Let's be realistic and look at the bigger picture.  If you coach U12 and below, you may very well be losing games because you don't have that "big kid" who can relieve pressure and change the game in one long pass or run.  At these ages, work with EVERY player.  When everybody catches up to each other at U13/U14 you might be surprised who is considered a good player and who isn't.  (Read about LTPD)

There is one major consistency that I've noticed.  Parents who played sports could see intangibles on teams that were not succeeding.  Technique, ideas, attitude, comfort level, individual improvement, etc.  It was people who knew very little about sports that used the scoreboard as their only indicator for success.  But, in their defense, sports in North America did use the scoreboard as the only barometer for success.

At the end of the day, if your program is enjoyable and the kids are happy and learning, you're doing fine.  The last thing we want is for coaches to quit because they think they aren't good at what they do.  Hopefully with the elimination of scores and standings U12 and below that element of self-imposed pressure is minimized or eliminated. (Read abut LTPD again!)

Some great examples I've learned from in the past.

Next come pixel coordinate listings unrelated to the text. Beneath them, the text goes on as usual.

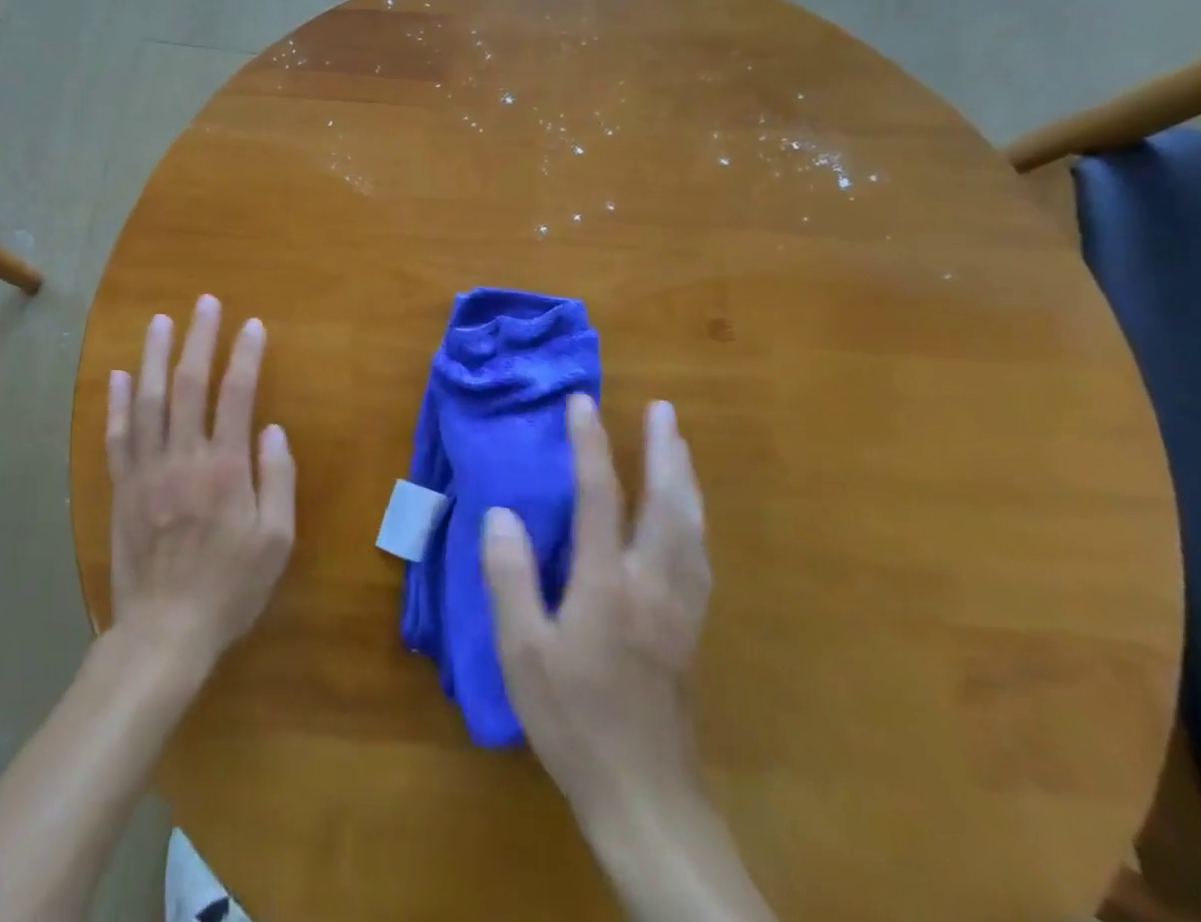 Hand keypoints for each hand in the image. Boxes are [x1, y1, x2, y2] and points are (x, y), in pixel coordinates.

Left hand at [106, 295, 296, 671]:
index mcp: (224, 469)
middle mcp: (182, 458)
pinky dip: (117, 401)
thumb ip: (277, 480)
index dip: (245, 356)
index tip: (253, 326)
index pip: (237, 395)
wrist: (163, 633)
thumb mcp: (275, 542)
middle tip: (204, 303)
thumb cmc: (229, 588)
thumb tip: (272, 430)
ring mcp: (146, 470)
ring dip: (154, 356)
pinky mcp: (121, 487)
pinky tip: (120, 374)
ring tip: (160, 321)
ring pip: (147, 400)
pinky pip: (117, 435)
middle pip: (188, 385)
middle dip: (198, 339)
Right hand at [481, 395, 710, 822]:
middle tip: (663, 408)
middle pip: (666, 501)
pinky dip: (695, 519)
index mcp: (608, 583)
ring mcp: (681, 606)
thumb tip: (501, 513)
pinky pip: (700, 555)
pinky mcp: (693, 628)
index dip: (590, 444)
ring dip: (685, 477)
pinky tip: (691, 516)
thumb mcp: (522, 652)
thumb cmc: (574, 720)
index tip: (582, 402)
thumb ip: (510, 577)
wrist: (646, 797)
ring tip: (680, 445)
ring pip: (692, 526)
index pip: (599, 495)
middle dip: (664, 449)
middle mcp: (653, 582)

Years back, my son had a team in his league that finished dead last at U11.  But they were always showing well and did smart things.  LAST.  0 points.  By watching the players and listening to the sideline, you knew they had a good coach.  That fall, every boy went back to tryouts, plus players from other teams, including my son.  Good players from around Niagara went to tryout for a team that was just relegated.

I ran a session the other night for a team that isn't doing well in terms of standings.  I saw 20 minutes of a previous game.  The coaches' body language was positive.  At training, every girl ran from their car to the field, chipper and they all worked hard.  Their attendance was strong.  Somebody is doing something right and the girls respond positively.

A U17 boys team was struggling with attendance during 2012, and as a result losing a lot of games.  Their coach also coached 2 men's teams.  The boys on the team fulfilled that team's commitment to their league but were all given a chance to play at the men's level.  He kept their interest and passion using whatever he could.

Coach and keep your team enjoyable.  Your group may be a challenge, but that makes the job more interesting.

P.S.  I think I just invented a term "developmentally-meaningful".  You can use it if you want with a royalty payment of $0.02/use.  Since there are no pennies left in Canada, please send me $1.00 to cover 50 uses.  :)

P.P.S  If you are coaching against a team that is always losing please don't yell out "this is a great chance to get your first goal Johnny!" or "we'll miss up the positions after we have a good lead".